● **Exercise instructions**: Gather every line of the entries that includes the word "Custer".

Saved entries
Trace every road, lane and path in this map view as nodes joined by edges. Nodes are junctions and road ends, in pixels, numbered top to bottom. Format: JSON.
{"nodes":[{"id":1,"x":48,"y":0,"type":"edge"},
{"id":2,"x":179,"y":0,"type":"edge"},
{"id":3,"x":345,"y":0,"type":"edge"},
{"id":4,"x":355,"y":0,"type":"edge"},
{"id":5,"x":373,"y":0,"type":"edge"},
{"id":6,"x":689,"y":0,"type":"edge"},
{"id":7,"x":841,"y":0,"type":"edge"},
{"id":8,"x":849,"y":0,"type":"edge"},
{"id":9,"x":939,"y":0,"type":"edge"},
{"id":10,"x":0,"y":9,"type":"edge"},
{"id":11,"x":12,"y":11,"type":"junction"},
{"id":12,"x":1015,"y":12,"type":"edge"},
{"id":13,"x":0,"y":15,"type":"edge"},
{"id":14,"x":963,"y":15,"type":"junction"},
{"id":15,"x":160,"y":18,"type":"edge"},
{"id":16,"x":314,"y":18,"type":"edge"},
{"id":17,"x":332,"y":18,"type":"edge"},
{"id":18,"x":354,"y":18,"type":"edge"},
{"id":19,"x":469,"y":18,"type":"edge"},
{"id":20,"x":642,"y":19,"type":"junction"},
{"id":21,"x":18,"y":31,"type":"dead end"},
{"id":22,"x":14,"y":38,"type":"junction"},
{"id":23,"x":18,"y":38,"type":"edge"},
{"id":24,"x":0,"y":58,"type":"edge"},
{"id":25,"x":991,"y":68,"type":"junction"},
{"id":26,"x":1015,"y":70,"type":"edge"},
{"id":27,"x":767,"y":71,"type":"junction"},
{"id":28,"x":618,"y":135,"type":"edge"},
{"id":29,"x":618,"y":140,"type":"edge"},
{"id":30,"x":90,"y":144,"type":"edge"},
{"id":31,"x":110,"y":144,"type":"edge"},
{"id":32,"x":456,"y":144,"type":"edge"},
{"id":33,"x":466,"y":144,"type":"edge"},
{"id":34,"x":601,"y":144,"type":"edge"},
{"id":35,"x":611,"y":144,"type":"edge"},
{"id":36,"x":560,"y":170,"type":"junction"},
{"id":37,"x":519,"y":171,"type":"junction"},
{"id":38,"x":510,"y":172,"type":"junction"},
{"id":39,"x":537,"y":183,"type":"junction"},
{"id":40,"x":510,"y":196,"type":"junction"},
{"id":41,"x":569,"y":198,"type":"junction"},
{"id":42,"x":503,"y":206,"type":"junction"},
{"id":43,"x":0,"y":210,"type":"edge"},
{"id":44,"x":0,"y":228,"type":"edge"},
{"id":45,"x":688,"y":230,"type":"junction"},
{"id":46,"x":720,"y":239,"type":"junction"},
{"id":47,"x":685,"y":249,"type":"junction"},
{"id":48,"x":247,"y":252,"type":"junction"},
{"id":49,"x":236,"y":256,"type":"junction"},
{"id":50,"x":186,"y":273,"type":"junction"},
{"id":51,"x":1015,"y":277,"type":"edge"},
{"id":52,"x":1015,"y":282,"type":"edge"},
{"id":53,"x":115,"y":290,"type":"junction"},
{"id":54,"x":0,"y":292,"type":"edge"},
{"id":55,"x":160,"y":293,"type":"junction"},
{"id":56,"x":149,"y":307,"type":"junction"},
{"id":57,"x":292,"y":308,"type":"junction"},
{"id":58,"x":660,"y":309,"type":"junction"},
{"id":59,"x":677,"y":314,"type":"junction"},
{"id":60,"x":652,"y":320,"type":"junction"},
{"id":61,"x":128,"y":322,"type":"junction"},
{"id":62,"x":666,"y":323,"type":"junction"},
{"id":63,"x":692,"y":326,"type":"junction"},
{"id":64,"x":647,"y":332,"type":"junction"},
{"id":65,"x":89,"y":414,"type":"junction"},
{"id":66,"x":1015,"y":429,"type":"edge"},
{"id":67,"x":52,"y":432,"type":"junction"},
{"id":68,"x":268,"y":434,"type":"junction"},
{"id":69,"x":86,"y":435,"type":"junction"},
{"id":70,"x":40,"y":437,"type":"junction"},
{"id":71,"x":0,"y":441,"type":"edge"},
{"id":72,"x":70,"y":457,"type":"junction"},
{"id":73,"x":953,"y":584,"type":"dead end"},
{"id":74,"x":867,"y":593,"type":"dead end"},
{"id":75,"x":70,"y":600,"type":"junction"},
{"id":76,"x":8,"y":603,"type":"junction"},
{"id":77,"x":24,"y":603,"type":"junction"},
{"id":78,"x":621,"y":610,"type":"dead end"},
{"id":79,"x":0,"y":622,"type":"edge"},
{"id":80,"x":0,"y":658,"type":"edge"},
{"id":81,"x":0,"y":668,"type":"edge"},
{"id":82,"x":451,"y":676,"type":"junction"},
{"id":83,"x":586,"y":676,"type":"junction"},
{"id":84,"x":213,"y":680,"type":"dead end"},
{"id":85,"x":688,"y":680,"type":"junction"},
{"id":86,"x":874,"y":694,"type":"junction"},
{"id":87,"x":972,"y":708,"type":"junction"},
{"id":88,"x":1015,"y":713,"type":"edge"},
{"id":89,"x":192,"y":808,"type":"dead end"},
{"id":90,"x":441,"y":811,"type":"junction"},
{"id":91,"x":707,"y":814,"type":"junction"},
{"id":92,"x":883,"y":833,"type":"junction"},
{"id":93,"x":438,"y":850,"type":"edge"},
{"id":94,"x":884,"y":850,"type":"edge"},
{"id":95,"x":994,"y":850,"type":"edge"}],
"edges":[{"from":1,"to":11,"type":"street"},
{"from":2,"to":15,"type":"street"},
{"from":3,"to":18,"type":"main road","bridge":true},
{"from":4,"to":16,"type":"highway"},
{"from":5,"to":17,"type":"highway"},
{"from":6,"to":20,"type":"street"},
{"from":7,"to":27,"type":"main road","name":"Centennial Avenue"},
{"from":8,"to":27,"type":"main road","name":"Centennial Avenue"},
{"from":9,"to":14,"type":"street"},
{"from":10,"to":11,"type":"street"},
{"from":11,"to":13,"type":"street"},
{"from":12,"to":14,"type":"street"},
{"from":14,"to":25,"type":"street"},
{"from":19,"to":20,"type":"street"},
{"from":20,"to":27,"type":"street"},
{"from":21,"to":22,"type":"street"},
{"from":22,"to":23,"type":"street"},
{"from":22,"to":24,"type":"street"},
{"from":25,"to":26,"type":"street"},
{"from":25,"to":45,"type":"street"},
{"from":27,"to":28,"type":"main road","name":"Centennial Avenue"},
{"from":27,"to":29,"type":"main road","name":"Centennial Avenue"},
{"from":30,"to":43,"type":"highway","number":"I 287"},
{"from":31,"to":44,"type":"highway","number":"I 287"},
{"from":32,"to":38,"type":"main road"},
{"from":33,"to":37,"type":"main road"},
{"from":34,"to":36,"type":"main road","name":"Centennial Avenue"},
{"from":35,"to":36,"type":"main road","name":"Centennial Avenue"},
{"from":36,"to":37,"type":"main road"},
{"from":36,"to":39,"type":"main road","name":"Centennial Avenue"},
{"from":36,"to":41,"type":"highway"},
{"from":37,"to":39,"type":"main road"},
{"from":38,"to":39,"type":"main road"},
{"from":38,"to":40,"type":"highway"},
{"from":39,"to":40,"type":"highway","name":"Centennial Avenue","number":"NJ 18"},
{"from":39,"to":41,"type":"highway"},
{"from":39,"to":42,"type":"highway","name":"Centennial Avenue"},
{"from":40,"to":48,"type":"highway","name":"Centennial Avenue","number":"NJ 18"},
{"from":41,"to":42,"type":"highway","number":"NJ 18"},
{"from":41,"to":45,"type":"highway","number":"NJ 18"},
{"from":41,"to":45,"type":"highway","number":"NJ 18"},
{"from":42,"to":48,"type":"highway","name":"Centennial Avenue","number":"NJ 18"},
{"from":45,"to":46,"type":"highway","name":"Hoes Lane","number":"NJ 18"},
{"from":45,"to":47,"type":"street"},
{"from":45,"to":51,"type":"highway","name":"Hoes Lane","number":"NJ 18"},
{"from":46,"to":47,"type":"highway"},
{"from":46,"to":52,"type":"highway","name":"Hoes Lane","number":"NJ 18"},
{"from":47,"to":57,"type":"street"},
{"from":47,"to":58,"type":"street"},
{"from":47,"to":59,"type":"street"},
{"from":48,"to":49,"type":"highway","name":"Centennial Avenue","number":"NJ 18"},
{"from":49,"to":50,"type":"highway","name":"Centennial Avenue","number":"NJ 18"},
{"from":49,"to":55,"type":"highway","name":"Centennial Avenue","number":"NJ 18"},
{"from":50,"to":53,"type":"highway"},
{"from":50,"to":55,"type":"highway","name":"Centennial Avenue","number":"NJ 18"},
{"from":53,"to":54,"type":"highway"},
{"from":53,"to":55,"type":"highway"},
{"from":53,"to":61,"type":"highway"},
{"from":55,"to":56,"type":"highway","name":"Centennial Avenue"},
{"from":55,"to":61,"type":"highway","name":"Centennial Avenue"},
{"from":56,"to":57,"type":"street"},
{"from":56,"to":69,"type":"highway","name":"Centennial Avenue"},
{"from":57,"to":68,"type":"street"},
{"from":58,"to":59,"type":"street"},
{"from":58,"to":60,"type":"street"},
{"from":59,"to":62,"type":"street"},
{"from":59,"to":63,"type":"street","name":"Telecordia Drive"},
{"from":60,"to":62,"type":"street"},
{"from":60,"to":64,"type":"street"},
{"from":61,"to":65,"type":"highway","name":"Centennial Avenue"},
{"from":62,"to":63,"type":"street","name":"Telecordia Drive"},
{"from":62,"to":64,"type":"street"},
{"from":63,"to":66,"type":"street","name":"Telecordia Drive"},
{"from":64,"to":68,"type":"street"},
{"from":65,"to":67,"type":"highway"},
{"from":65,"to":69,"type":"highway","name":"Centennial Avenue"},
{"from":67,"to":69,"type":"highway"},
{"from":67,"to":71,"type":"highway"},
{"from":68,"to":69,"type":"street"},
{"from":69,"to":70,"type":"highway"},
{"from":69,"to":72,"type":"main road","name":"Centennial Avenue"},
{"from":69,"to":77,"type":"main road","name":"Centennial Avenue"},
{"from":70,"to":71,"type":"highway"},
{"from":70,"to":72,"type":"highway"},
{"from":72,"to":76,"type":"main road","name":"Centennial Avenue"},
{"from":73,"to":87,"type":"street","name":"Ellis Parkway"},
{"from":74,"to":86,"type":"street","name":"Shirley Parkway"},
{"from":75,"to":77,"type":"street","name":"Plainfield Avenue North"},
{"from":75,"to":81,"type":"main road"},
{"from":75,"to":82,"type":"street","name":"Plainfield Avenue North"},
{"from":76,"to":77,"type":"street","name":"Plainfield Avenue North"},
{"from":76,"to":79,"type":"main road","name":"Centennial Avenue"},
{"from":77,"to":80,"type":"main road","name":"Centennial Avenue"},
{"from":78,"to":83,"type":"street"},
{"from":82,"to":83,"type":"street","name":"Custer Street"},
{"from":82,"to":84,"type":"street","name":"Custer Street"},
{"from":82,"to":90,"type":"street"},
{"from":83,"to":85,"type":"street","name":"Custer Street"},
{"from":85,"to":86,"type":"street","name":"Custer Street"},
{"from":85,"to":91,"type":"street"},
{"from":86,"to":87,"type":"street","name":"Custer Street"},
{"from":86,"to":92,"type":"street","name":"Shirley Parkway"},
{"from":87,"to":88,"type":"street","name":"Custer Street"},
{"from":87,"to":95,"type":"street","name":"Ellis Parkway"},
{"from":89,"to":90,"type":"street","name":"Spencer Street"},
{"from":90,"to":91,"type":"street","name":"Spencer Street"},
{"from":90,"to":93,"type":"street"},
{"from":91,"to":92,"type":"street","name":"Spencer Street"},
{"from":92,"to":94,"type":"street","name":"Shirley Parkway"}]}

● **Result of this exercise**:
{"from":82,"to":83,"type":"street","name":"Custer Street"},
{"from":82,"to":84,"type":"street","name":"Custer Street"},
{"from":83,"to":85,"type":"street","name":"Custer Street"},
{"from":85,"to":86,"type":"street","name":"Custer Street"},
{"from":86,"to":87,"type":"street","name":"Custer Street"},
{"from":87,"to":88,"type":"street","name":"Custer Street"},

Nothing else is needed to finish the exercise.